05/05/2008

2 jours à tuer



Difficile, très difficile de parler de ce film tiré du roman éponyme de François d'Epenoux sans trop en dévoiler... alors parlons un peu de l'auteur !
F. d'Epenoux est rédacteur publicitaire et auteur de 4 ouvrages à ce jour ("Les bobos me font mal", "Gaby", "Les papas du dimanche" et "2 jours à tuer"), romans oniriques de préférence, tous articulés autour de l'humain sur fond de réflexions sociologiques (les bourgeois bohèmes, les pères divorcés...).

Réalisée par Jean Becker (Elisa, Les enfants du marais, Effroyables jardins...), cette transposition à l'écran du roman permet à Albert Dupontel d'incarner Antoine Méliot, un publicitaire - n'ayant rien à voir avec le profil dessiné par 99 Francs - décidant de tout plaquer du jour au lendemain, travail et famille, afin de profiter enfin de la vie, d'aspirer à de nouvelles activités, de s'ouvrir à de nouveaux sentiments.
La rupture est brutale et donne lieu à des scènes jubilatoires, comme l'exposé devant le client et surtout la scène du repas entre amis.

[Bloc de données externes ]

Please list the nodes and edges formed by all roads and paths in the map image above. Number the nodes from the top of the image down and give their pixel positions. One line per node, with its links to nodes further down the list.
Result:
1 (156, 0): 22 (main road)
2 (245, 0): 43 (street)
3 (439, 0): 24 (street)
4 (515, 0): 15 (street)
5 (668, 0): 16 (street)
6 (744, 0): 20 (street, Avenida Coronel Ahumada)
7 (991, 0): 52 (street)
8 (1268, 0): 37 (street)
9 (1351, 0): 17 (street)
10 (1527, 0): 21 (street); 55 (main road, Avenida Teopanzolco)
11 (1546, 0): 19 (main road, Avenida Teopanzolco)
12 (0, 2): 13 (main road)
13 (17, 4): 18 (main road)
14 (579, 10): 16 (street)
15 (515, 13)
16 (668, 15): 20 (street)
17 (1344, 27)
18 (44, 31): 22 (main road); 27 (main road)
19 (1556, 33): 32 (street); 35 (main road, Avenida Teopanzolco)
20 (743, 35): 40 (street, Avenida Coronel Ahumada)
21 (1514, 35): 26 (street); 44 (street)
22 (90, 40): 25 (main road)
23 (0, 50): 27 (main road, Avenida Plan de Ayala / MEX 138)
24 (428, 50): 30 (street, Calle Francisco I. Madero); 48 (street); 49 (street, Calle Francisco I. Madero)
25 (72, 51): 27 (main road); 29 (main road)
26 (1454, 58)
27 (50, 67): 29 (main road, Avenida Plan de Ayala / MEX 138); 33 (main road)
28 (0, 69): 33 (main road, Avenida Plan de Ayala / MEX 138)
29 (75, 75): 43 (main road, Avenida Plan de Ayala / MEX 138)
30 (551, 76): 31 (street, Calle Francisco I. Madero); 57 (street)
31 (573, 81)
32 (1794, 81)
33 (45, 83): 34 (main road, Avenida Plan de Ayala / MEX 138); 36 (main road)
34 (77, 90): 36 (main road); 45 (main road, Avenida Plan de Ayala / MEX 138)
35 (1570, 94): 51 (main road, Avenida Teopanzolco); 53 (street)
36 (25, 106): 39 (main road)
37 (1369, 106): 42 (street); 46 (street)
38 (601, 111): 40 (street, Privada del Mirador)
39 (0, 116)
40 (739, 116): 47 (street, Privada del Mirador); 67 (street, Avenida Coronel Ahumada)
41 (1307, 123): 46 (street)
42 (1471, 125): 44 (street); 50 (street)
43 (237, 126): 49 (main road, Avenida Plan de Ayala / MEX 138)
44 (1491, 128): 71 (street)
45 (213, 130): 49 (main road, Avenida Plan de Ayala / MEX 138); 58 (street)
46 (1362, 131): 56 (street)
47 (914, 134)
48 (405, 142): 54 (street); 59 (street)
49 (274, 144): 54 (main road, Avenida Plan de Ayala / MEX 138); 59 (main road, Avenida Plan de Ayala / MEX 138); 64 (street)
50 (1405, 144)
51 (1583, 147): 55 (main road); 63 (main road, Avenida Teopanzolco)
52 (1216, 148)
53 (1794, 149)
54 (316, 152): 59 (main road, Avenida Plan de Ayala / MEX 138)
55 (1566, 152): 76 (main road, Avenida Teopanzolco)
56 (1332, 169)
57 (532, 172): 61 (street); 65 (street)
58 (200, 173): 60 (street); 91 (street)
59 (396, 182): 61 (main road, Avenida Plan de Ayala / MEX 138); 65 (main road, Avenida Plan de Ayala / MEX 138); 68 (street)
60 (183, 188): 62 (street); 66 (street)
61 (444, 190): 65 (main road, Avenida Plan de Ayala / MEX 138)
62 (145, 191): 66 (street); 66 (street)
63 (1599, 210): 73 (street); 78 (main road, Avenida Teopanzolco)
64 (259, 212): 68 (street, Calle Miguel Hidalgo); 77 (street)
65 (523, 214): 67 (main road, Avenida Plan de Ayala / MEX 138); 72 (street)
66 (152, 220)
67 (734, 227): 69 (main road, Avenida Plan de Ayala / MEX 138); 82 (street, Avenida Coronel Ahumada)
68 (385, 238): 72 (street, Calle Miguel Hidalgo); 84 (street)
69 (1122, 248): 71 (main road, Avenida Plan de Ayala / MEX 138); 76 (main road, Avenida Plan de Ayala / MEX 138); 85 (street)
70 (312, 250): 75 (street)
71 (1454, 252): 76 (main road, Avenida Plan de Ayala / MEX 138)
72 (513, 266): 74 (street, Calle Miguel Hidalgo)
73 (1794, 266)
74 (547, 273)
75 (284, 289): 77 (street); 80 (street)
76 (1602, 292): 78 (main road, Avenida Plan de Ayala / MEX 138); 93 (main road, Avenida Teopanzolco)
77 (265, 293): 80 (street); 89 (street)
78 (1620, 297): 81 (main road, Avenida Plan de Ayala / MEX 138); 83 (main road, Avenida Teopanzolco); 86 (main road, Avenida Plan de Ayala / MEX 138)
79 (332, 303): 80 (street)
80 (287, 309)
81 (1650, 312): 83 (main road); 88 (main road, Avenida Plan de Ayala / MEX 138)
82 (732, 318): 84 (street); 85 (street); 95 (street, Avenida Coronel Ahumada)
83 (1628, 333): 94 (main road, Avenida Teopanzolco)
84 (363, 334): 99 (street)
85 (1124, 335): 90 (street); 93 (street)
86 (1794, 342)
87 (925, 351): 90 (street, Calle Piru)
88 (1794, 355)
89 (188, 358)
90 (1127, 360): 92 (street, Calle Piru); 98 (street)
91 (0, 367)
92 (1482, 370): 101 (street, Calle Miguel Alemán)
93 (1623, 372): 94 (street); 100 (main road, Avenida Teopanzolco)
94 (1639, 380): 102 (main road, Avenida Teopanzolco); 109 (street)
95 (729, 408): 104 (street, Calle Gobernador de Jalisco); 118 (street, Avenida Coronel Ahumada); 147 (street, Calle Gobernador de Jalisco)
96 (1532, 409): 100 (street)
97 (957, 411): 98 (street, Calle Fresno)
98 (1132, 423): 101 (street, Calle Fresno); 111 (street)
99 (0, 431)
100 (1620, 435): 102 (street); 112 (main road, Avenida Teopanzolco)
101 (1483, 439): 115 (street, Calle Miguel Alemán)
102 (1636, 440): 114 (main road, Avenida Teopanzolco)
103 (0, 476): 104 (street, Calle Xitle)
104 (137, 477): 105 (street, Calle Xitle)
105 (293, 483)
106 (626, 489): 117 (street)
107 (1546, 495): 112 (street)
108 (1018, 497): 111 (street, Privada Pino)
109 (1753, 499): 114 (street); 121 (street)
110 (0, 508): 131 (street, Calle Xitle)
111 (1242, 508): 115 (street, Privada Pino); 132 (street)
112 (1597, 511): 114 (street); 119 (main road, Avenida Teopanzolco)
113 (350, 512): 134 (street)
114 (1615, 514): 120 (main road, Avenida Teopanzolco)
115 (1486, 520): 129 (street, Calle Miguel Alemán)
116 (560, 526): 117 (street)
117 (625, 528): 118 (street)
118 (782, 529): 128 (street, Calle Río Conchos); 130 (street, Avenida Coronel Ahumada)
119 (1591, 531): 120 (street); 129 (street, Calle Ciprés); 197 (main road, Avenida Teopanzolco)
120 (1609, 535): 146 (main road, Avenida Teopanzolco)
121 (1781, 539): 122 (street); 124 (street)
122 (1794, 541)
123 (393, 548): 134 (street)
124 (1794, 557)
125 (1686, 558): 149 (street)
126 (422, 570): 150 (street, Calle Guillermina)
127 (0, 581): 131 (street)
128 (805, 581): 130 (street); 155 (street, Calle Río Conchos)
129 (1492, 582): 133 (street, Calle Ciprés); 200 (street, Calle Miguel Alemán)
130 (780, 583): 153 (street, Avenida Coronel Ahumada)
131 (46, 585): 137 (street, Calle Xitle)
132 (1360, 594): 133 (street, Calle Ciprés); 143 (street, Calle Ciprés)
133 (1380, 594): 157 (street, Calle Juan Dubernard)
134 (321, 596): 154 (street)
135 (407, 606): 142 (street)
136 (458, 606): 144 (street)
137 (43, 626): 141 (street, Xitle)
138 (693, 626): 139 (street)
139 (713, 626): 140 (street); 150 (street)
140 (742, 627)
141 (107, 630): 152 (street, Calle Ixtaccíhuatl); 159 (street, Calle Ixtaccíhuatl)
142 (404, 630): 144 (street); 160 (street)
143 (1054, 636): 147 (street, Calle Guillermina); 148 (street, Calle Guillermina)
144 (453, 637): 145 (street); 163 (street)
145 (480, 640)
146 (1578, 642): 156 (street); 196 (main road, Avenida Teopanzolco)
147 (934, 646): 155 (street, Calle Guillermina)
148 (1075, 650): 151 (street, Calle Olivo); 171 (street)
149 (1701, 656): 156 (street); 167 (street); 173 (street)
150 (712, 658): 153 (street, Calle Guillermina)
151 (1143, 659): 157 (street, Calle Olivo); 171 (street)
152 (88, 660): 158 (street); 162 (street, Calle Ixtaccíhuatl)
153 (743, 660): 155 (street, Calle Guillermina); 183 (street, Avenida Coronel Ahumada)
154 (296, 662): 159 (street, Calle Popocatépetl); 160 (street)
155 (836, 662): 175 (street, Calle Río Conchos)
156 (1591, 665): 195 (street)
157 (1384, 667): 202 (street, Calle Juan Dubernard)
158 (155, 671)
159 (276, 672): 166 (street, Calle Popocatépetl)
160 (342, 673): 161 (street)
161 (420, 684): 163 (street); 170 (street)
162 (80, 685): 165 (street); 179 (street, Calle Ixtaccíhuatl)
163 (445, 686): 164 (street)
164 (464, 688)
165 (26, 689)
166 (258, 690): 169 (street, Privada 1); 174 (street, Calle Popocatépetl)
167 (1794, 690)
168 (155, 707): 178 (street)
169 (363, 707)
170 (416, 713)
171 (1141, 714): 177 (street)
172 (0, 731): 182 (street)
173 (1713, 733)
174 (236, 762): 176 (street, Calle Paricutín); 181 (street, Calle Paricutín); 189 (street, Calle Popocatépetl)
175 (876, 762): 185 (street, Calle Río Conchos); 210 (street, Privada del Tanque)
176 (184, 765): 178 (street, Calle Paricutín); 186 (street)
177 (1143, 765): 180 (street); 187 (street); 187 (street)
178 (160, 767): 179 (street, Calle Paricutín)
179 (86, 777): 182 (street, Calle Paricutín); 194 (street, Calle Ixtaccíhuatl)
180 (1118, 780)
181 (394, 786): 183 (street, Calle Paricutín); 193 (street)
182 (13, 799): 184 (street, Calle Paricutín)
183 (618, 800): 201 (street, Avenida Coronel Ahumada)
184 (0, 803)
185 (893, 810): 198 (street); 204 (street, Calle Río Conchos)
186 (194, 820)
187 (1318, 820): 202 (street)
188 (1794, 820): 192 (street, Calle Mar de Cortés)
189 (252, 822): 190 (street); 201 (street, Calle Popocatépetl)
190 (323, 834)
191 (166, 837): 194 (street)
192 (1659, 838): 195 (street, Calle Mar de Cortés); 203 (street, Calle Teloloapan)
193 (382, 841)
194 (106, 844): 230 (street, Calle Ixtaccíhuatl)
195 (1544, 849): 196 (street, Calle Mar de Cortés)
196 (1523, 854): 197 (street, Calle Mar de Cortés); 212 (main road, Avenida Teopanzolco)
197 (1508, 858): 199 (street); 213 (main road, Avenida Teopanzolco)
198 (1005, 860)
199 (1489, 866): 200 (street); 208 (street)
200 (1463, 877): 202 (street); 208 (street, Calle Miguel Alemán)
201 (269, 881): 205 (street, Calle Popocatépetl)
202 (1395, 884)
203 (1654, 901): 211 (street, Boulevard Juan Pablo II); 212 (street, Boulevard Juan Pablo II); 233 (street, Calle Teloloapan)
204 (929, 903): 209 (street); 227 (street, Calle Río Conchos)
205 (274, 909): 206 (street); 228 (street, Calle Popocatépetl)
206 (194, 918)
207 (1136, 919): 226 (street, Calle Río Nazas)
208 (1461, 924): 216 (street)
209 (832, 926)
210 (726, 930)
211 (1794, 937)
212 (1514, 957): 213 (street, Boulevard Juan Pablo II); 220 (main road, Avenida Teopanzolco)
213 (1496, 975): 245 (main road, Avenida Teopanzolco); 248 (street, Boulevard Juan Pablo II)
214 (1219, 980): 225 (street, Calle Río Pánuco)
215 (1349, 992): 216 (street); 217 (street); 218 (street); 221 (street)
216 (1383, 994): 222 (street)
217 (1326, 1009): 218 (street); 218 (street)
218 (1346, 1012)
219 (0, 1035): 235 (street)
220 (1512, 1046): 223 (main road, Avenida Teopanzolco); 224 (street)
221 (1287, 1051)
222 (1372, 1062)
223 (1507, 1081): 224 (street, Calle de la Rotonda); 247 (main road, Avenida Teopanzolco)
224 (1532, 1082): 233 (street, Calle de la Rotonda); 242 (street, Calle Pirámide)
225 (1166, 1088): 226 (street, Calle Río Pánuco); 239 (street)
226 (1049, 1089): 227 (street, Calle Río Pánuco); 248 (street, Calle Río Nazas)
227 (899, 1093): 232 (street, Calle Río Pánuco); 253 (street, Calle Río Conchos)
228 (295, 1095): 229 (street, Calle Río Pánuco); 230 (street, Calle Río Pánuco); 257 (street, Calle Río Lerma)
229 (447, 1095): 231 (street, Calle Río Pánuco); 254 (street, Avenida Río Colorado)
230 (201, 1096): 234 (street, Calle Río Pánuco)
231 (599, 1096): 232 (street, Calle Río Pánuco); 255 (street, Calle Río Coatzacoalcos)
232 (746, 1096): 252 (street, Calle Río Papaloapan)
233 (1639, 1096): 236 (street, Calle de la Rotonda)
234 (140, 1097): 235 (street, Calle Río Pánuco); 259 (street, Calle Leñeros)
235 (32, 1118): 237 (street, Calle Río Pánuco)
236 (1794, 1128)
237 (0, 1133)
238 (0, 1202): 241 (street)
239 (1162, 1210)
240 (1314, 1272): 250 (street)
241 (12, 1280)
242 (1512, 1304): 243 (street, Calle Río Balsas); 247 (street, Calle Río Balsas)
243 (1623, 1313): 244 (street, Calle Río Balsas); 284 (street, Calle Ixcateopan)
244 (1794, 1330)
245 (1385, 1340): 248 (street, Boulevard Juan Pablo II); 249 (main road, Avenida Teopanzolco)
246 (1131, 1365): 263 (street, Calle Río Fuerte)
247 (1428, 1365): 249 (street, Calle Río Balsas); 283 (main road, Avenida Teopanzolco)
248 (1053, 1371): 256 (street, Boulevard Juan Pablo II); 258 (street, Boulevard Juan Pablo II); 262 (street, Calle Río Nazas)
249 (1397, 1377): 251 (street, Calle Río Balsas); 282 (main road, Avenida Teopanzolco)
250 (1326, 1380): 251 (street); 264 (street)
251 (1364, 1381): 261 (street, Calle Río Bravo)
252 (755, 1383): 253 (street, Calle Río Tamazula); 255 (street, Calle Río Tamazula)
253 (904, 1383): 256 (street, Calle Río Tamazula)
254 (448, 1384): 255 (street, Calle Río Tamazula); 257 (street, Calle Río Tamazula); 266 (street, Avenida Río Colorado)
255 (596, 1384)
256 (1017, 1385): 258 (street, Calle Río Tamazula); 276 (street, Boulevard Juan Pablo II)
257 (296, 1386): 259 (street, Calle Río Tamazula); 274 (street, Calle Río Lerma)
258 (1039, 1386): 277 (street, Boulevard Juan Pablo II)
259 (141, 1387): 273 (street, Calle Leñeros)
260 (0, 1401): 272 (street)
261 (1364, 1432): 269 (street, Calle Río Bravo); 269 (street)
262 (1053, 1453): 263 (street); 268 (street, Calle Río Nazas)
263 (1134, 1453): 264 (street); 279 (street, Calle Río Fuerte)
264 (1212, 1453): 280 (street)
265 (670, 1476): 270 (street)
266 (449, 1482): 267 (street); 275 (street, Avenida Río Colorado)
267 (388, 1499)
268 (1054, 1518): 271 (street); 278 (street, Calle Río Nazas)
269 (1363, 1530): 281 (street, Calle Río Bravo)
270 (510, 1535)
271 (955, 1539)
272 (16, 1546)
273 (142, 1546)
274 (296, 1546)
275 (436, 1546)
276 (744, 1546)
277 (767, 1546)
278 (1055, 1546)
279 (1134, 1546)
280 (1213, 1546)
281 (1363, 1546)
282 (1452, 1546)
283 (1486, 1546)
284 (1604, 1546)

Seulement, est-ce bien sa destinée ?
Pas un mot de plus...

Il convient de souligner l'éblouissante composition de Dupontel, mêlant cynisme et sensibilité avec beaucoup de tact, dans un rôle tout en justesse et en précision.
Un Dupontel franchement convaincant une nouvelle fois, poussant le spectateur dans ses derniers retranchements après l'avoir séduit, suscitant l'émoi de manière un peu abrupte certes, mais avec élégance.